- Source information

★ ★ ★ ★ ★

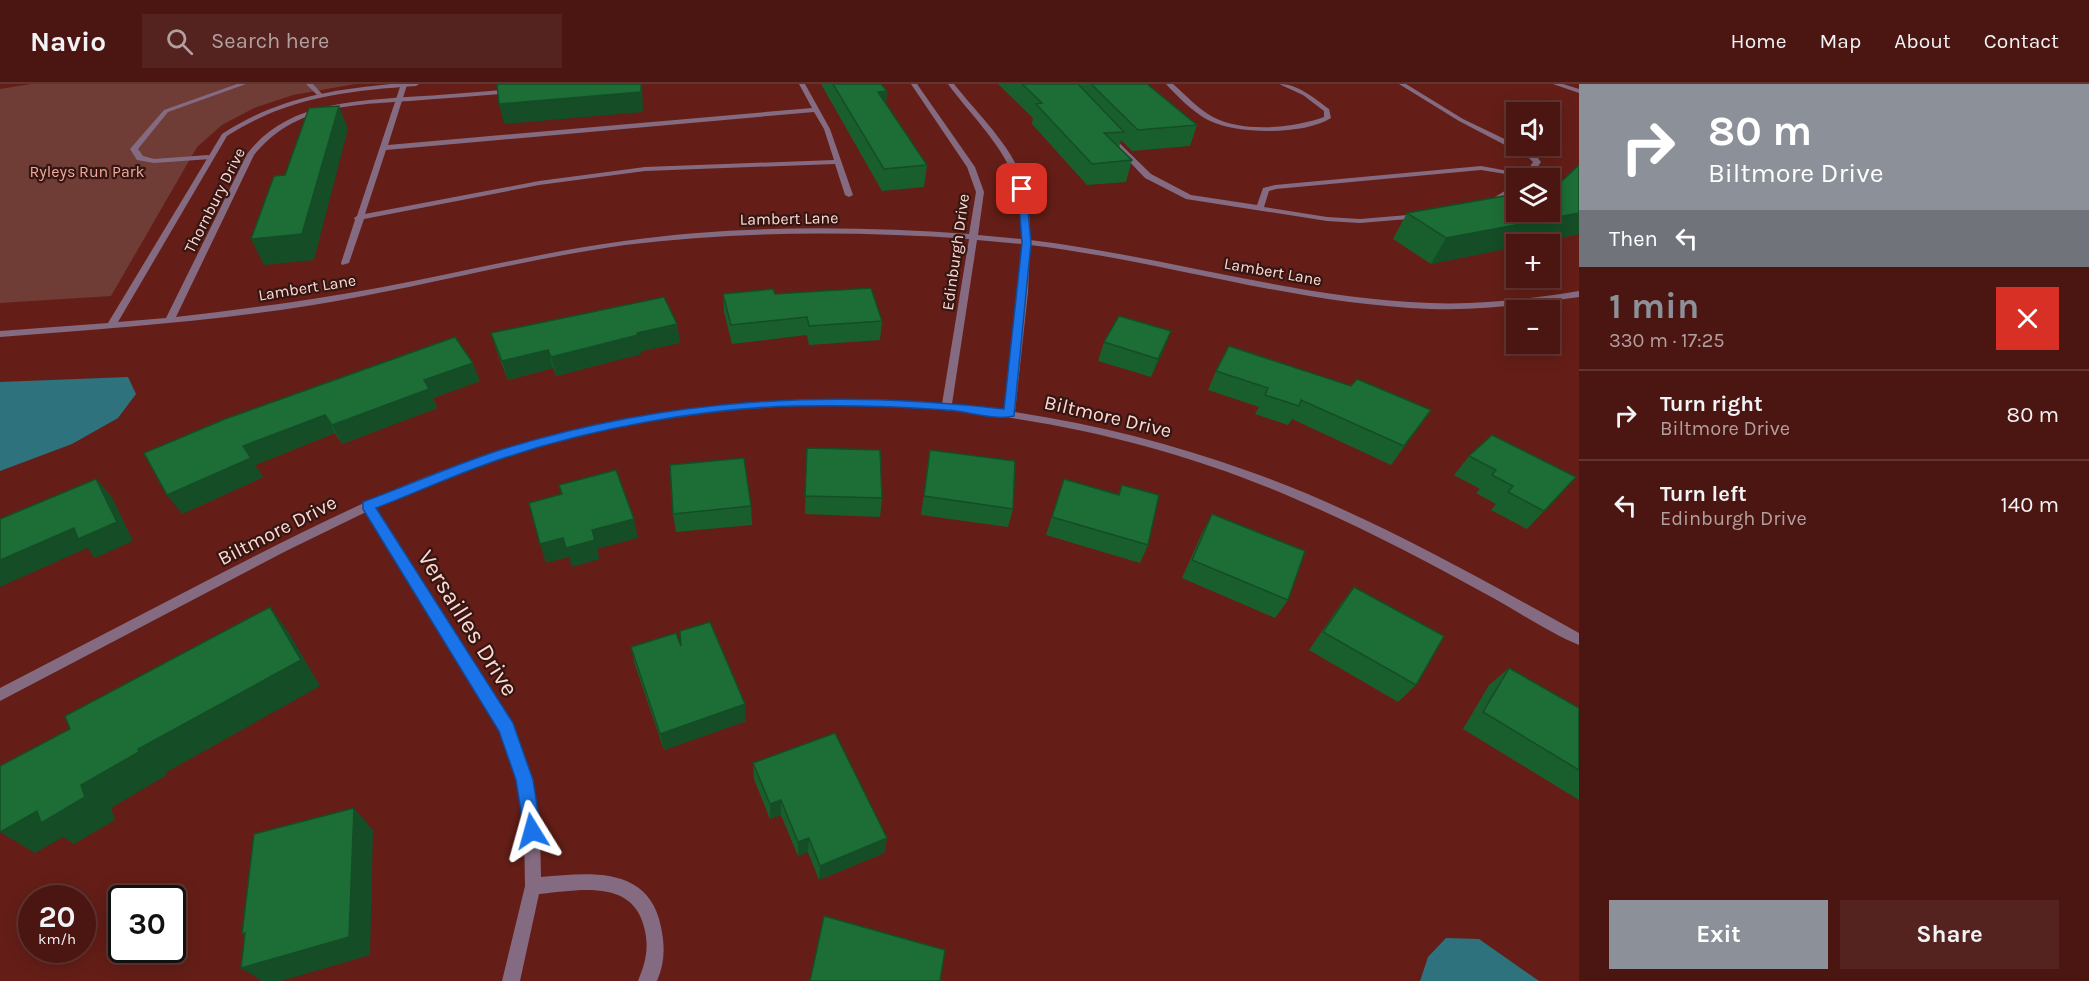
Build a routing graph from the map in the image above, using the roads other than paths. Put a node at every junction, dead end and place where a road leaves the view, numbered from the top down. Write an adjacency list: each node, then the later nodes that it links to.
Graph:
1 (243, 84): 19 (street)
2 (309, 84): 14 (street)
3 (416, 84): 11 (street, Thornbury Drive)
4 (802, 84): 16 (street)
5 (914, 84): 29 (street, Edinburgh Drive)
6 (951, 84): 30 (street)
7 (1170, 84): 8 (street)
8 (1282, 84)
9 (1402, 84): 21 (street)
10 (1556, 84): 13 (street)
11 (404, 85): 14 (street, Thornbury Drive); 15 (street)
12 (524, 90): 15 (street, Thornbury Drive)
13 (1579, 91)
14 (319, 94): 19 (street, Thornbury Drive)
15 (399, 100): 18 (street); 33 (street, Thornbury Drive)
16 (816, 110): 18 (street); 20 (street)
17 (1098, 124): 26 (street)
18 (383, 148): 28 (street)
19 (208, 158): 34 (street, Thornbury Drive)
20 (837, 162): 23 (street); 28 (street)
21 (1533, 168)
22 (1506, 174): 26 (street)
23 (849, 195)
24 (1506, 196): 25 (street)
25 (1480, 206)
26 (1260, 208): 27 (street)
27 (1426, 215)
28 (358, 218): 31 (street)
29 (975, 237): 30 (street, Lambert Lane); 33 (street, Lambert Lane); 36 (street, Edinburgh Drive)
30 (1027, 243): 32 (street, Lambert Lane); 37 (street)
31 (345, 263)
32 (1579, 294)
33 (169, 321): 34 (street, Lambert Lane)
34 (111, 326): 35 (street, Lambert Lane)
35 (0, 334)
36 (947, 406): 37 (street, Biltmore Drive); 38 (street, Biltmore Drive)
37 (1010, 413): 39 (street, Biltmore Drive)
38 (368, 506): 40 (street, Biltmore Drive); 41 (street, Versailles Drive)
39 (1579, 639)
40 (0, 695)
41 (533, 886): 42 (street, Versailles Drive); 43 (street)
42 (511, 981)
43 (647, 981)

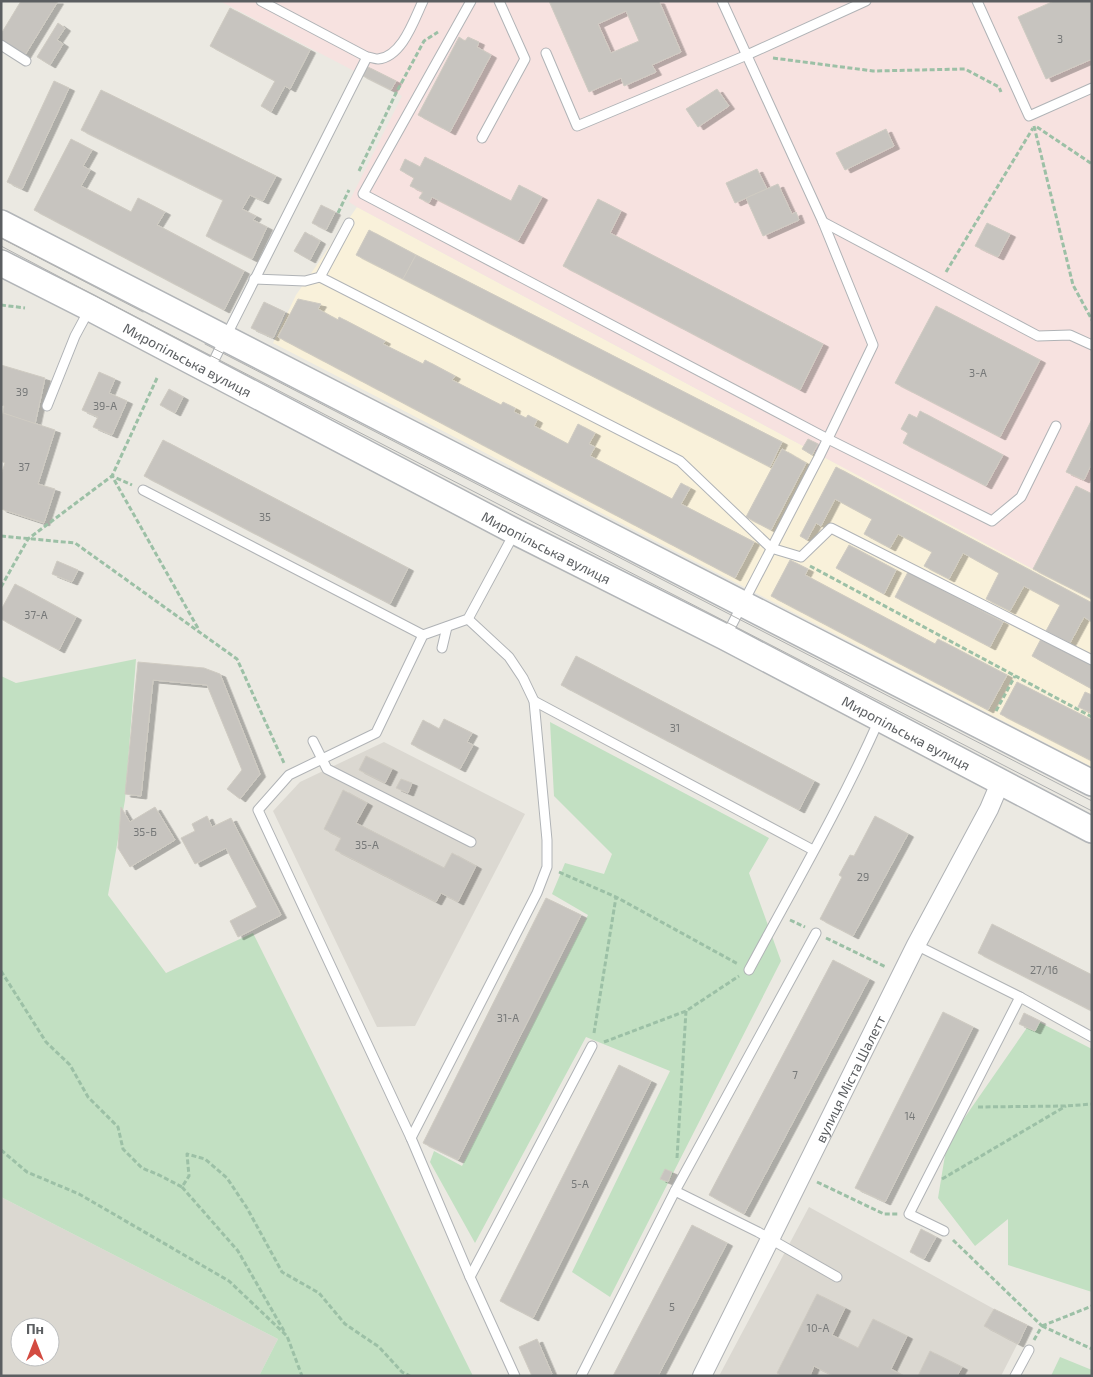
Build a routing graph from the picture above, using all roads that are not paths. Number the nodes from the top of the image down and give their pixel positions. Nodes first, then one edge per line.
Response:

★ ★ ★ ★ ★

- What is needed
Quote the entries above word for word. Leave the images out.

- Exercise solution
Build a routing graph from the map in the image above, using the roads other than paths. Put a node at every junction, dead end and place where a road leaves the view, numbered from the top down. Write an adjacency list: each node, then the later nodes that it links to.
Graph:
1 (243, 84): 19 (street)
2 (309, 84): 14 (street)
3 (416, 84): 11 (street, Thornbury Drive)
4 (802, 84): 16 (street)
5 (914, 84): 29 (street, Edinburgh Drive)
6 (951, 84): 30 (street)
7 (1170, 84): 8 (street)
8 (1282, 84)
9 (1402, 84): 21 (street)
10 (1556, 84): 13 (street)
11 (404, 85): 14 (street, Thornbury Drive); 15 (street)
12 (524, 90): 15 (street, Thornbury Drive)
13 (1579, 91)
14 (319, 94): 19 (street, Thornbury Drive)
15 (399, 100): 18 (street); 33 (street, Thornbury Drive)
16 (816, 110): 18 (street); 20 (street)
17 (1098, 124): 26 (street)
18 (383, 148): 28 (street)
19 (208, 158): 34 (street, Thornbury Drive)
20 (837, 162): 23 (street); 28 (street)
21 (1533, 168)
22 (1506, 174): 26 (street)
23 (849, 195)
24 (1506, 196): 25 (street)
25 (1480, 206)
26 (1260, 208): 27 (street)
27 (1426, 215)
28 (358, 218): 31 (street)
29 (975, 237): 30 (street, Lambert Lane); 33 (street, Lambert Lane); 36 (street, Edinburgh Drive)
30 (1027, 243): 32 (street, Lambert Lane); 37 (street)
31 (345, 263)
32 (1579, 294)
33 (169, 321): 34 (street, Lambert Lane)
34 (111, 326): 35 (street, Lambert Lane)
35 (0, 334)
36 (947, 406): 37 (street, Biltmore Drive); 38 (street, Biltmore Drive)
37 (1010, 413): 39 (street, Biltmore Drive)
38 (368, 506): 40 (street, Biltmore Drive); 41 (street, Versailles Drive)
39 (1579, 639)
40 (0, 695)
41 (533, 886): 42 (street, Versailles Drive); 43 (street)
42 (511, 981)
43 (647, 981)

Build a routing graph from the picture above, using all roads that are not paths. Number the nodes from the top of the image down and give their pixel positions. Nodes first, then one edge per line.
Response:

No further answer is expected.